- Native name: Горан Остојић
- Born: 20 January 1962 Bačko Dobro Polje, AP Vojvodina, PR Serbia, FPR Yugoslavia
- Died: 28 July 1998 (aged 36) Junik, AP Kosovo and Metohija, Serbia, FR Yugoslavia
- Allegiance: Yugoslavia Yugoslavia
- Rank: Lieutenant colonel
- Unit: 63rd Parachute Brigade
- Conflicts: Croatian War of Independence Bosnian War Kosovo War Battle of Junik †; ;

= Goran Ostojić =

Serbian and Yugoslav military officer

Goran Ostojić (Горан Остојић; 20 January 196228 July 1998) was a Serbian and Yugoslav military officer. He was the chief of staff of the 63rd Parachute Brigade. A veteran of the Yugoslav Wars, he died in combat during the Kosovo War and was posthumously promoted to lieutenant colonel.

== Biography ==
Ostojić was born on 20 January 1962 in Bačko Dobro Polje, AP Vojvodina, PR Serbia, FPR Yugoslavia. At the age of five, he moved with his parents to Jagodina. During his youth, he was attracted to hobbies such as amateur radio and model aircraft. At the age of 14, he became the youngest parachutist in the Aero Club "Naša Krila" and the youngest glider, and soon became a motor plane pilot.

After finishing high school, he entered the Military Academy and chose the infantry major. He finishes the academy with excellent results and was assigned to the 63rd Parachute Brigade. He went through all officer duties, from platoon and company commander to chief of operational service and chief of brigade staff.

During the Yugoslav Wars, he participated in risky operations such as the evacuation of the Cerkalije airport, then in actions in Bihać, Pula, Zemunik near Zadar. His first parachute jump in the Bosnian War was during the capture of the village of Jadar in eastern Bosnia.

He was killed by the Kosovo Liberation Army (KLA) in combat near Junik on 28 July 1998 during the Kosovo War in the Battle of Đocaj and Jasić. He was posthumously promoted to lieutenant colonel. A regular promotion awaited him on unit day that year.

== Legacy ==
Today, the Goran Ostojić Elementary School in Jagodina bears his name, as does a detachment of scouts and a public garage in Niš. In Rekovac, a street bears his name and a bust has been placed in the city park, and there is also a bust in Jagodina in the hall of the elementary school that bears his name.
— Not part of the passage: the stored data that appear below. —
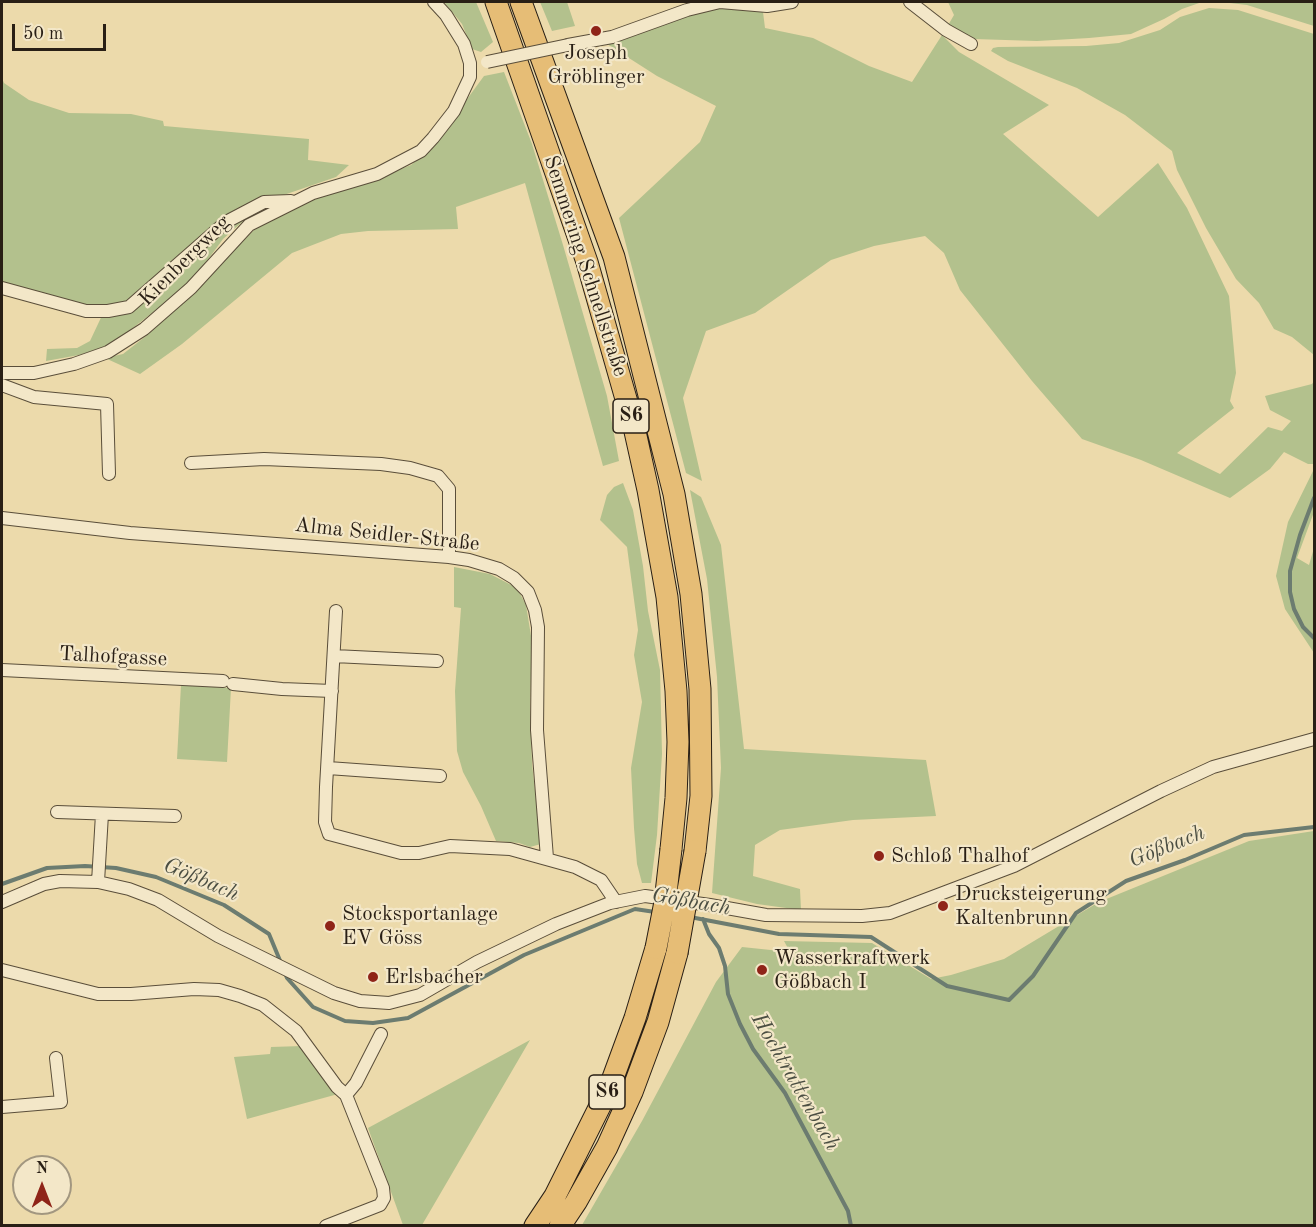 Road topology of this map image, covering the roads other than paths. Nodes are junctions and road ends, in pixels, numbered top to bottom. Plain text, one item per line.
1 (434, 2) edge
2 (496, 2) edge
3 (521, 2) edge
4 (786, 2) edge
5 (910, 2) edge
6 (971, 44) dead end
7 (470, 71) junction
8 (295, 201) junction
9 (2, 288) edge
10 (2, 373) edge
11 (2, 385) edge
12 (191, 463) dead end
13 (110, 474) dead end
14 (2, 518) edge
15 (448, 558) junction
16 (336, 610) dead end
17 (334, 656) junction
18 (437, 661) dead end
19 (2, 670) edge
20 (332, 691) junction
21 (1314, 739) edge
22 (328, 768) junction
23 (440, 776) dead end
24 (57, 812) dead end
25 (102, 814) junction
26 (176, 816) dead end
27 (547, 858) junction
28 (98, 879) junction
29 (2, 902) edge
30 (616, 902) junction
31 (2, 970) edge
32 (381, 1034) dead end
33 (56, 1058) dead end
34 (346, 1095) junction
35 (2, 1107) edge
36 (326, 1226) edge
37 (535, 1226) edge
38 (560, 1226) edge

1 - 7 street
2 - 37 highway, Semmering Schnellstraße / S6, bridge
3 - 38 highway, Semmering Schnellstraße / S6, bridge
4 - 7 street, bridge
5 - 6 street
7 - 8 street, Kienbergweg
8 - 9 street, Kienbergweg
8 - 10 street, Kienbergweg
11 - 13 street
12 - 15 street
14 - 15 street, Alma Seidler-Straße
15 - 27 street, Alma Seidler-Straße
16 - 17 street
17 - 18 street
17 - 20 street
19 - 20 street, Talhofgasse
20 - 22 street
21 - 30 street
22 - 23 street
22 - 27 street
24 - 25 street
25 - 26 street
25 - 28 street
27 - 30 street
28 - 29 street
28 - 30 street
31 - 34 street
32 - 34 street
33 - 35 street
34 - 36 street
In his honor, the "Lieutenant Colonel Goran Ostojić" Memorial is held in Jagodina every May, during which parachute jumps, a motorcycle rally with a biker parade and a rock concert are held, wreaths are also laid on his bust in Jagodina and Rekovac.

A memorial tournament in savate and kickboxing is held every year at the Military Academy, and one of the organizers is the Savate club "Goran Ostojić".

== Personal life ==
He was married and had a son. His mother Jovanka was a teacher and in 2013, at the age of 80, she jumped from a plane for the first time with a parachute.